Le juge n’a pas prononcé l’exercice exclusif de l’autorité parentale demandé par la mère. Elle a pris en compte la volonté du père de s’impliquer dans la vie de l’enfant et sa proposition de faire appel à un tiers pour respecter l’interdiction de contact.


Surtout, les demandes formulées par Monsieur Y. tendant au maintien d’un lien effectif avec sa fille ont été entendues : un droit de visite et d’hébergement au profit de ce dernier a été fixé.


Autrement dit, si un dispositif protecteur a été maintenu à l’égard de la mère, le juge a considéré que l’intérêt de l’enfant commandait que les relations avec son père soient préservées.


Les demandes du père relatives à sa fille ont donc été accueillies, permettant la poursuite du lien parental dans des conditions juridiquement encadrées.

 

Ce que révèle cette affaire


Les demandes d’ordonnance de protection sont des procédures d’urgence. Elles sont souvent marquées par une forte charge émotionnelle et un contexte pénal parallèle.


Pourtant, le juge aux affaires familiales ne statue pas uniquement sur la relation entre adultes. Il doit également prendre en compte :


  • l’intérêt supérieur de l’enfant ;

  • la nécessité de préserver sa stabilité ;

  • et le droit de chaque parent à entretenir des relations personnelles avec lui, sauf danger caractérisé.

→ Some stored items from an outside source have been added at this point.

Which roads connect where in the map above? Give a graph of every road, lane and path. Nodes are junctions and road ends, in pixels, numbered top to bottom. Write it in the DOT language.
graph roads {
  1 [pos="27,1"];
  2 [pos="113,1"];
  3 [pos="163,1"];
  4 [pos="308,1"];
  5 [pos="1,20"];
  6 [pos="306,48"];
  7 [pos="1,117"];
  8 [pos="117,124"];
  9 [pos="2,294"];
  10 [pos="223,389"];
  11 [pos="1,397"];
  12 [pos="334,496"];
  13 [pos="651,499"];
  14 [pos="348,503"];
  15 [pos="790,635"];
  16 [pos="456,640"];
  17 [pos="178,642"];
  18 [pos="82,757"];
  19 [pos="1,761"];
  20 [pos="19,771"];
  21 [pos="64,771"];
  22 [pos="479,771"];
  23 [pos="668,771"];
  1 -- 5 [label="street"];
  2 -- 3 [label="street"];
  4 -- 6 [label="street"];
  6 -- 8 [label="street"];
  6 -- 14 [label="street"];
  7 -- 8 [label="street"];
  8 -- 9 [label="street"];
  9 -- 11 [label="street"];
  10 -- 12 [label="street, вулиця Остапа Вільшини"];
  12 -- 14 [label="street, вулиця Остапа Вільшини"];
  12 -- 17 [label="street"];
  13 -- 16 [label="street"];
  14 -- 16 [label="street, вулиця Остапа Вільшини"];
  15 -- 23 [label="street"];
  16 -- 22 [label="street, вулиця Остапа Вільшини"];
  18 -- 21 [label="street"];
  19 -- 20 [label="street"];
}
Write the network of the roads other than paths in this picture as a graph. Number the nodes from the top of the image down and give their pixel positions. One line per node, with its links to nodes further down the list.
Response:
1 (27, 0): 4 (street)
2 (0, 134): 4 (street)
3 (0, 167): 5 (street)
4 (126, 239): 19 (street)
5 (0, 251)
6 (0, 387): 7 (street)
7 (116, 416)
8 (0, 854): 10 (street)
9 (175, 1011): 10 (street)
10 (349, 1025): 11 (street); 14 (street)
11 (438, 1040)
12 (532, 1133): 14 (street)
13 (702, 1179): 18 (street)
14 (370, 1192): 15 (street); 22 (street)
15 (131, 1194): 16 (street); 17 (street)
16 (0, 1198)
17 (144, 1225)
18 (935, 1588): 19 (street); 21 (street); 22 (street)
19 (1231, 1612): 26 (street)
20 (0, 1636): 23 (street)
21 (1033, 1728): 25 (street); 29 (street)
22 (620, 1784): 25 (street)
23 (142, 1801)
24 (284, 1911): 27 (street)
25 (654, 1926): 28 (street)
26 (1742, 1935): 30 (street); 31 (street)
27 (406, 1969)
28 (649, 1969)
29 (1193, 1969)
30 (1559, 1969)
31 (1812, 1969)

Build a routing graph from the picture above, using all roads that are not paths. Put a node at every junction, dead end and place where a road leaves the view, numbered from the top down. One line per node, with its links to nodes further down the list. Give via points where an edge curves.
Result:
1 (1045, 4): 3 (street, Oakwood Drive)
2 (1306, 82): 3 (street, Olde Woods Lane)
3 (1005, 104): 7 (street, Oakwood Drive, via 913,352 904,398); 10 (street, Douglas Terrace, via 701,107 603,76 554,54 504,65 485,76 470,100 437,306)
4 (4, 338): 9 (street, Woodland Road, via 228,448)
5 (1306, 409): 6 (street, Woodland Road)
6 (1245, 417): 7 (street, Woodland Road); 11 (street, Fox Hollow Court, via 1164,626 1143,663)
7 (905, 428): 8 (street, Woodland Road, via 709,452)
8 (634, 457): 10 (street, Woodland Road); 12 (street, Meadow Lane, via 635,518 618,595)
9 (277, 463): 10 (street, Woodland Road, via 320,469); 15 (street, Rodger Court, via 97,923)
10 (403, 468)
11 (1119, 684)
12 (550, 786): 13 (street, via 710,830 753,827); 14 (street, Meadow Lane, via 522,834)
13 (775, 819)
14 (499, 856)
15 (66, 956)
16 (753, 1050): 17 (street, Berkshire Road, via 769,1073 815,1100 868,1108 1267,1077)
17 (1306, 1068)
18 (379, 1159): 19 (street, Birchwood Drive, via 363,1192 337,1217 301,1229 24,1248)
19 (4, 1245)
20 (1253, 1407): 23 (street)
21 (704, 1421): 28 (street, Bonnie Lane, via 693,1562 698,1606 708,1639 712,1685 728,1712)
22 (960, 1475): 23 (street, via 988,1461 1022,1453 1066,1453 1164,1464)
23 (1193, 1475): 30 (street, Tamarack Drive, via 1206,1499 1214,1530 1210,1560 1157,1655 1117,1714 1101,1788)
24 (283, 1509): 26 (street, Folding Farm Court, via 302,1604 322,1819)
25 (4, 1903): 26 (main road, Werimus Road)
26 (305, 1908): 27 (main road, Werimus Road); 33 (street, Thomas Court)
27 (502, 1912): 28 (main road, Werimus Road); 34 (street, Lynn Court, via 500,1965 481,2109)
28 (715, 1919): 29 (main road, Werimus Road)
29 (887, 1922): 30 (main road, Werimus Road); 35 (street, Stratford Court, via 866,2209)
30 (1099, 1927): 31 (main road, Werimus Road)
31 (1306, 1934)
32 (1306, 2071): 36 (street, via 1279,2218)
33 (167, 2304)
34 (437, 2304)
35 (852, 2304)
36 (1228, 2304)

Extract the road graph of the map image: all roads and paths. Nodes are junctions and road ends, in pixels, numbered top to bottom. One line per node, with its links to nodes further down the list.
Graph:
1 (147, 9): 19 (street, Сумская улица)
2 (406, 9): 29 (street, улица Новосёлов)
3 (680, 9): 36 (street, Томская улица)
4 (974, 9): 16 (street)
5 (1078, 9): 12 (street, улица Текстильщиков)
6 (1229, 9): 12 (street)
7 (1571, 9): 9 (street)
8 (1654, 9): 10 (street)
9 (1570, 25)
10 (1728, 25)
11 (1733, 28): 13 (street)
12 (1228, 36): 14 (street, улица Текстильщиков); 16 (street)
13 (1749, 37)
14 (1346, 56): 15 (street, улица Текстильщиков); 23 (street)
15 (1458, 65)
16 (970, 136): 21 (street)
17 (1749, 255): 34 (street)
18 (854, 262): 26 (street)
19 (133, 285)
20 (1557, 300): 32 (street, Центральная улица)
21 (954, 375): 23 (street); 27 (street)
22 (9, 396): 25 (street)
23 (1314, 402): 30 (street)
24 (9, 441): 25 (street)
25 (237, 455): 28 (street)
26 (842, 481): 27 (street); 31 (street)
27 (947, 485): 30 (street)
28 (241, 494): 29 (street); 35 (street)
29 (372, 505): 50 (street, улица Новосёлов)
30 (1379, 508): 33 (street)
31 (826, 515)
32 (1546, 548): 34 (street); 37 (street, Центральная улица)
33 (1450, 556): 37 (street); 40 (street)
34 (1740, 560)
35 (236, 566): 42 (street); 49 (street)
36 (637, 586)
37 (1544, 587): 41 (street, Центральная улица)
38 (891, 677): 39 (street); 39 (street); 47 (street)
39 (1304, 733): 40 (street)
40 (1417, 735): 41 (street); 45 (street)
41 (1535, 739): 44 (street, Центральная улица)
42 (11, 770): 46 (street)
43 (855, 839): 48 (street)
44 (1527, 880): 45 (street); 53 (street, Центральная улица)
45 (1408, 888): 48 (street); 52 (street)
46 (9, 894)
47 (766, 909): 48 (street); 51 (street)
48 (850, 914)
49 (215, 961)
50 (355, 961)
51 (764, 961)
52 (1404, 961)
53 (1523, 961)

Notre rôle, dans ce type de dossier, est d’apporter de la mesure et de la cohérence :


  • accepter les dispositifs protecteurs lorsqu’ils sont justifiés ;

  • éviter les mesures excessives ou disproportionnées ;

  • défendre le maintien d’un cadre parental adapté.


L’ordonnance de protection n’est pas une sanction pénale.


Elle est un outil civil de prévention.


Encore faut-il qu’elle soit utilisée avec justesse et proportion.